TASK DETAILS: Once every line containing "roads" has been counted, report the total for the data and nothing else.

RECORDED INFORMATION:
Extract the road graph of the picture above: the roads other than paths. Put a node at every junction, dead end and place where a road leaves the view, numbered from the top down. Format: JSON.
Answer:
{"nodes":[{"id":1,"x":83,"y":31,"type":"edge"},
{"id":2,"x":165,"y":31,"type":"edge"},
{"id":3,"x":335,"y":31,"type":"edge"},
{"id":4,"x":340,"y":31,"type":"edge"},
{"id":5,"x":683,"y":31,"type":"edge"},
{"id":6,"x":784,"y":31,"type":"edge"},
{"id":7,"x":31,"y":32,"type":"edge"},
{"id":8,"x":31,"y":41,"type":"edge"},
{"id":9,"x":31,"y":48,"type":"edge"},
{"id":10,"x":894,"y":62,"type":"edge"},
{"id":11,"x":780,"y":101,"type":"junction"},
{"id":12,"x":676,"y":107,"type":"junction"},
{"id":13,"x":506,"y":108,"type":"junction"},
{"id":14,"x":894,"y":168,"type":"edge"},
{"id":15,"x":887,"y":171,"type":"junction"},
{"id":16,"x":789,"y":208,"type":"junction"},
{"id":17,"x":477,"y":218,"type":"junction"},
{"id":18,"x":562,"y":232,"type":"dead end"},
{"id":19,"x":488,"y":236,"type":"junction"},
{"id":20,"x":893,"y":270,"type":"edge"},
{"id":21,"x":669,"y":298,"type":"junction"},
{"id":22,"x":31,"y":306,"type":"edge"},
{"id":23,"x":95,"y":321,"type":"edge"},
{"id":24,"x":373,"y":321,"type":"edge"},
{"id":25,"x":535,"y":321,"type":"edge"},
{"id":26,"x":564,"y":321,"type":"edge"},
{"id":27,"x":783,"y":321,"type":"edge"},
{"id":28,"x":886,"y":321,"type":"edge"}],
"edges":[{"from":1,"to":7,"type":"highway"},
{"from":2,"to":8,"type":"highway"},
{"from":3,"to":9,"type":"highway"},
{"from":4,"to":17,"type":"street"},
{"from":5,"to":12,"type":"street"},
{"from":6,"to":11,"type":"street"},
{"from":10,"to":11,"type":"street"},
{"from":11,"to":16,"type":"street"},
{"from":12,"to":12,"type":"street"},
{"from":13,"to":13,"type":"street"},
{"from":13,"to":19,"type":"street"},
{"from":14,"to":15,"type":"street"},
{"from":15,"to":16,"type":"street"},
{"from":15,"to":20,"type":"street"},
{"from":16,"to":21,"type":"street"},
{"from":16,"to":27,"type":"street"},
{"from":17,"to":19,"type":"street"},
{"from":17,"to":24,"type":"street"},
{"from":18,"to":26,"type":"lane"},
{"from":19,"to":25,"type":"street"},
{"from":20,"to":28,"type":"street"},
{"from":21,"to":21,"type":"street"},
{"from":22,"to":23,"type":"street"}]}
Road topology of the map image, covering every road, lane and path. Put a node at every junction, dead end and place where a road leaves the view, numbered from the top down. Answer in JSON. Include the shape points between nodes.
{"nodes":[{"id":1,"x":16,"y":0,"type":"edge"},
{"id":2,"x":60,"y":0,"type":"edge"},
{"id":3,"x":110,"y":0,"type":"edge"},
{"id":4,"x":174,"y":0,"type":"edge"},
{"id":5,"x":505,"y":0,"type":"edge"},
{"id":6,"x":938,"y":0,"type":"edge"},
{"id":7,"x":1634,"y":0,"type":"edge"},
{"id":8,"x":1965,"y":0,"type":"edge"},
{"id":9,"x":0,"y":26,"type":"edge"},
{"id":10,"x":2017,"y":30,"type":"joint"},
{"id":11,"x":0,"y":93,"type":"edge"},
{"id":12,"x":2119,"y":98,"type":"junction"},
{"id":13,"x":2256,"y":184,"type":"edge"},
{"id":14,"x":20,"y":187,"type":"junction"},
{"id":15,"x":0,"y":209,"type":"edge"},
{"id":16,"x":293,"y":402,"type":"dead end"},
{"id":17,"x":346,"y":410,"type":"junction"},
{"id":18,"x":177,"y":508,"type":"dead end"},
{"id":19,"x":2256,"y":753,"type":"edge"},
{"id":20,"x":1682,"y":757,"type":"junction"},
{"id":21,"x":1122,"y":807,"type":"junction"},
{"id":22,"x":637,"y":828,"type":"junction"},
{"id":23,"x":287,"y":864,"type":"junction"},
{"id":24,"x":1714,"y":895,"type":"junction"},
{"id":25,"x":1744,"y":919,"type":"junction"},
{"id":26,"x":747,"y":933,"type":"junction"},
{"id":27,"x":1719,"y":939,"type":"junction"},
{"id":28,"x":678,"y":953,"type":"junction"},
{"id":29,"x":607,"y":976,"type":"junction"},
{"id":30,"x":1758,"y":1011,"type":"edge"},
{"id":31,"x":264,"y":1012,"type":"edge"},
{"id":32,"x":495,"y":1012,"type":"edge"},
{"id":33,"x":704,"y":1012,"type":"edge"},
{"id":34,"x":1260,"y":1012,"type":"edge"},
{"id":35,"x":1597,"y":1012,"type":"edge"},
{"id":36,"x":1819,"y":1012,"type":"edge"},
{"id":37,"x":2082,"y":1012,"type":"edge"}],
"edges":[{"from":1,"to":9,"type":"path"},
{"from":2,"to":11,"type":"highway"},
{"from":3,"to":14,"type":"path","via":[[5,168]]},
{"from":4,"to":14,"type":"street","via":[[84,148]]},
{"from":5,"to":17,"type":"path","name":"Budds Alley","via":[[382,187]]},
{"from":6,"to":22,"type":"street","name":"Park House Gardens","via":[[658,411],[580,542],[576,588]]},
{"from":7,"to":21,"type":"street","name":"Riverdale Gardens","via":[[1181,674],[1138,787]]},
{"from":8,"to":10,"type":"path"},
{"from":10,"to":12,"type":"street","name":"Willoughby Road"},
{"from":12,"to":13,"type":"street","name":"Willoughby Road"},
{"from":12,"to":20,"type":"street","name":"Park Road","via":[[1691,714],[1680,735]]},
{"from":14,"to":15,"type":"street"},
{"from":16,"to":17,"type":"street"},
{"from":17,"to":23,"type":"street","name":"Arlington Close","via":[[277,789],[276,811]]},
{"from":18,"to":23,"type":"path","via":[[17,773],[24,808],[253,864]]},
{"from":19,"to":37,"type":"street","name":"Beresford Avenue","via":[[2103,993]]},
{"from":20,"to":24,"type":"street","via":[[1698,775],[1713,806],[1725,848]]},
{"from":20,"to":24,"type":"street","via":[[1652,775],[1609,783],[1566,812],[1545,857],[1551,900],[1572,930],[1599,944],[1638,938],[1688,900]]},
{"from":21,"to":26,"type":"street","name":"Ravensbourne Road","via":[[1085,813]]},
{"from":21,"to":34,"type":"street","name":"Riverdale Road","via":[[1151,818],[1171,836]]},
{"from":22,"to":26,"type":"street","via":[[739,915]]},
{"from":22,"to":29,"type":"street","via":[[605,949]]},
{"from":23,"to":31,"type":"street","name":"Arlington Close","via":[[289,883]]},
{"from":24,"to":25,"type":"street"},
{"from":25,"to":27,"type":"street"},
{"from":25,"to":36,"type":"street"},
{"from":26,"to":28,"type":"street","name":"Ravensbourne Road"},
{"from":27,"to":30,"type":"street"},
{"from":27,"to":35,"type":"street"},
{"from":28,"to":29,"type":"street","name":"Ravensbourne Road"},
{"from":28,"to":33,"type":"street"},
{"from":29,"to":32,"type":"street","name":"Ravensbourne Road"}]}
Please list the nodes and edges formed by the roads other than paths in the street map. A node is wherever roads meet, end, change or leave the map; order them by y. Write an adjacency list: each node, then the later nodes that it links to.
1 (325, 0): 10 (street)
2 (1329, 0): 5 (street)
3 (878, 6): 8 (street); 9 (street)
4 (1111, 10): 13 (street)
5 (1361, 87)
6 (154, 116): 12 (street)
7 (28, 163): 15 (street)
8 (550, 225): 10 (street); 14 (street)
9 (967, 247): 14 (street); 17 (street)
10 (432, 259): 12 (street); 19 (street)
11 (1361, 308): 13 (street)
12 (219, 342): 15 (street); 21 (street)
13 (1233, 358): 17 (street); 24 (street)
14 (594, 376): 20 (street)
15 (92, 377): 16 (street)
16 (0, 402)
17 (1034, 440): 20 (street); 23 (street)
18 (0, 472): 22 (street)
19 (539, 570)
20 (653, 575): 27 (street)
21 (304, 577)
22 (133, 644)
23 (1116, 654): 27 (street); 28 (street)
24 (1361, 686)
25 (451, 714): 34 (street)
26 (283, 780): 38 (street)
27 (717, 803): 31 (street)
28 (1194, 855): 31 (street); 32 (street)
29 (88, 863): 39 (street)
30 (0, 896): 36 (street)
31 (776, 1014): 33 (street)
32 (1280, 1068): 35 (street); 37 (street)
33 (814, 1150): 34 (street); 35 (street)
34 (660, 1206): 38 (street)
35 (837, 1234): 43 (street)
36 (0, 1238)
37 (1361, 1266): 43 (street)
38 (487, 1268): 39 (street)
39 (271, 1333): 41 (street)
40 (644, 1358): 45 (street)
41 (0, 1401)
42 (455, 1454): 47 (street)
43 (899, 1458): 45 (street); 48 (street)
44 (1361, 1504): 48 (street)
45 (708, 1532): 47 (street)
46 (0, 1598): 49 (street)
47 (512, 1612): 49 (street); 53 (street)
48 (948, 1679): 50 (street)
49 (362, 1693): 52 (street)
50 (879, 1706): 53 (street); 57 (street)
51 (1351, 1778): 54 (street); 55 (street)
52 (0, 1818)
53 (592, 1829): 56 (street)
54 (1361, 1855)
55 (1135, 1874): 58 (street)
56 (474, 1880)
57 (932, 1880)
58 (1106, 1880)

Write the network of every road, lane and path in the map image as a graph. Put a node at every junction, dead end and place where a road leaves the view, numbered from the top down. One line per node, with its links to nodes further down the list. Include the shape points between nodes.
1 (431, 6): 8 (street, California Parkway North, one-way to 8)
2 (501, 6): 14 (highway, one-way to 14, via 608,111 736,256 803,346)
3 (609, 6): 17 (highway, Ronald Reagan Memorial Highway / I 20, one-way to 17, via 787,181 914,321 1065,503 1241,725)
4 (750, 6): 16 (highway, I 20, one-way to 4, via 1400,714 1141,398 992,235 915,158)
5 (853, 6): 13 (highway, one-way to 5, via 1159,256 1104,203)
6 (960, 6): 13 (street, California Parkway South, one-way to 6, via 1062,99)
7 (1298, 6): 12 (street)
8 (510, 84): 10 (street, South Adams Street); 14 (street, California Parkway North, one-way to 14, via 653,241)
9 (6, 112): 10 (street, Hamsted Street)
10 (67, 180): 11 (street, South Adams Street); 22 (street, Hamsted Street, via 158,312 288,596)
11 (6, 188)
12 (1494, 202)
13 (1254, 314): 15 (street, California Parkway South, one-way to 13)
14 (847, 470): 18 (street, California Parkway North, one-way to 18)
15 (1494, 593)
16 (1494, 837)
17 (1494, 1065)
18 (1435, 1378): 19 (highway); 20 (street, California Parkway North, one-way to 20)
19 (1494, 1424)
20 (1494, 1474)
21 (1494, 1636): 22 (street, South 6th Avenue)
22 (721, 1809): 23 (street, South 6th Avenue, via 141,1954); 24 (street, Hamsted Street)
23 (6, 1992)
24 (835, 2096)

EXERCISE RESPONSE: 2